By way of example, Barrett noted, in CIO searches for college endowments, David Barrett Partners — lacking BraddockMatthew’s deep private markets expertise — had had limited room to follow up with “the head of XYZ private equity firm” serving as the endowment’s investment committee chair “to then talk to them about their own business” and potentially serve them going forward.
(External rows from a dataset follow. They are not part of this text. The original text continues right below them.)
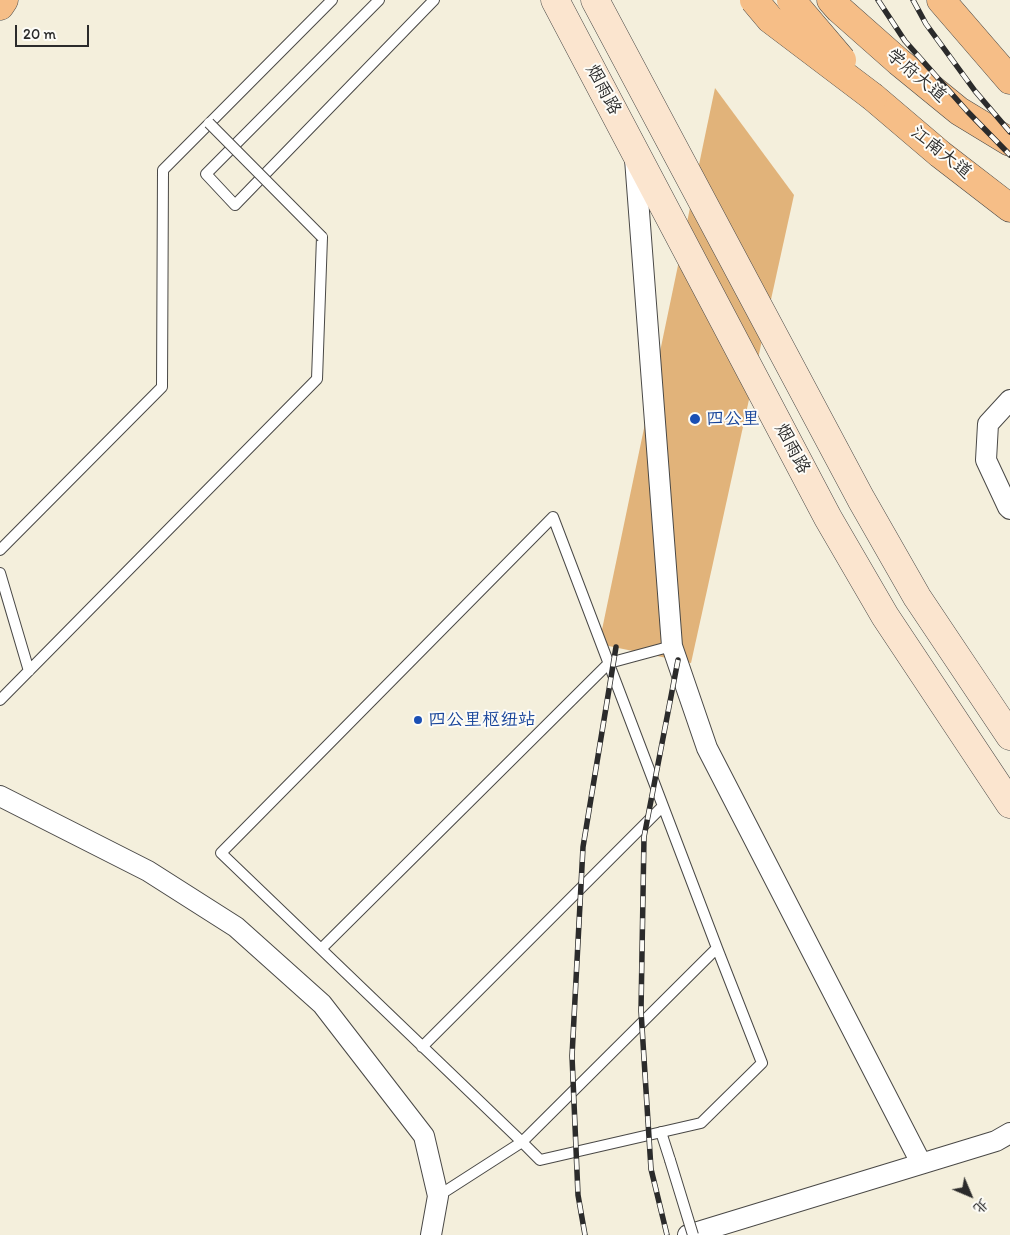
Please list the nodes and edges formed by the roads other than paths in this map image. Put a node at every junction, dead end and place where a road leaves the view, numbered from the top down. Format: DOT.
graph roads {
  1 [pos="4,0"];
  2 [pos="332,0"];
  3 [pos="379,0"];
  4 [pos="434,0"];
  5 [pos="555,0"];
  6 [pos="595,0"];
  7 [pos="754,0"];
  8 [pos="791,0"];
  9 [pos="831,0"];
  10 [pos="941,0"];
  11 [pos="0,6"];
  12 [pos="1010,80"];
  13 [pos="873,96"];
  14 [pos="209,123"];
  15 [pos="1010,142"];
  16 [pos="634,147"];
  17 [pos="1010,208"];
  18 [pos="1010,400"];
  19 [pos="1010,509"];
  20 [pos="0,550"];
  21 [pos="0,573"];
  22 [pos="672,646"];
  23 [pos="609,663"];
  24 [pos="29,671"];
  25 [pos="0,700"];
  26 [pos="1010,736"];
  27 [pos="0,796"];
  28 [pos="1010,804"];
  29 [pos="663,806"];
  30 [pos="321,948"];
  31 [pos="717,948"];
  32 [pos="422,1047"];
  33 [pos="661,1132"];
  34 [pos="1010,1133"];
  35 [pos="522,1142"];
  36 [pos="921,1163"];
  37 [pos="438,1196"];
  38 [pos="431,1235"];
  39 [pos="688,1235"];
  40 [pos="692,1235"];
  1 -- 11 [label="highway"];
  2 -- 14 [label="lane"];
  3 -- 4 [label="lane"];
  5 -- 16 [label="main road, 烟雨路"];
  6 -- 26 [label="main road, 烟雨路"];
  7 -- 13 [label="highway, bridge"];
  8 -- 13 [label="highway, bridge"];
  9 -- 15 [label="highway, 学府大道"];
  10 -- 12 [label="highway"];
  13 -- 17 [label="highway, 江南大道"];
  14 -- 20 [label="lane"];
  14 -- 24 [label="lane, bridge"];
  16 -- 22 [label="street"];
  16 -- 28 [label="main road, 烟雨路"];
  18 -- 19 [label="street"];
  21 -- 24 [label="lane"];
  22 -- 23 [label="lane"];
  22 -- 36 [label="street"];
  23 -- 29 [label="lane"];
  23 -- 30 [label="lane"];
  23 -- 30 [label="lane"];
  24 -- 25 [label="lane"];
  27 -- 37 [label="street"];
  29 -- 31 [label="lane"];
  29 -- 32 [label="lane"];
  30 -- 32 [label="lane"];
  31 -- 33 [label="lane"];
  31 -- 35 [label="lane"];
  32 -- 35 [label="lane"];
  33 -- 35 [label="lane"];
  33 -- 40 [label="lane, bridge"];
  34 -- 36 [label="street"];
  35 -- 37 [label="lane"];
  36 -- 39 [label="street"];
  37 -- 38 [label="street"];
}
That’s “the extra that the combination allows us to give,” he said.

 

The ability to marry the GP side, the GP know-how and the LP know-how, is just a better way to source talent and triangulate ideas among investors and asset management firms, Braddock agreed.

 

Braddock and Matthews, meanwhile, cited the London office David Barrett Partners has maintained since 2009 as a considerable attraction. 

 

Matthews said BraddockMatthews has done work for European alternatives managers looking to expand in the U.S. and furthering those relations by having a presence in London will help facilitate that business.

 

Barrett likewise highlighted the synergies from his firm’s combination with BraddockMatthews, noting that David Barrett Partners’ London team has focused so far on public managers and asset owners. “We have not done anything in private equity or private credit over there … so (the BraddockMatthews team’s) expertise and credibility in that context” will provide further benefits, he said. 

 

Braddock, Matthews and Barrett all declined to provide details on searches they have done.

 

But publicly available information showed David Barrett Partners placing chief investment officer candidates since the start of 2023 with the $8.6 billion Getty Trust, Princeton University’s $34.1 billion endowment, Virginia Tech’s $2.8 billion endowment, the $3.7 billion Mott Foundation, Brandeis University’s $1.2 billion endowment and the $4.2 billion Carnegie Corp. 

 

Braddock, in an email, said while his firm had promised clients not to use them as a marketing tool, today his team is working with four of the largest private equity and private credit firms in the world, a number of leading middle market PE firms and one of the five largest global hedge funds, as well as two of the world’s largest traditional money managers.

 

Barrett, Braddock and Matthews called their decision to combine a “merger of strength” more than necessity. “Both firms are coming off of record three year periods in terms of activity levels” and revenues, said Barrett.

 

And they said their familiarity with one another in the tight-knit search community — Barrett noted that he and Braddock had even worked together 20 years before at Barrett’s previous firm, Higdon Barrett, before he departed in 2005 to found David Barrett Partners — gave them confidence that the combination would be a good cultural fit.

 

BraddockMatthews brought 15 people to the merger while David Barrett Partners brought 16, with 26 of the combined staff to be divided between Boston and New York and five to work out of the London office.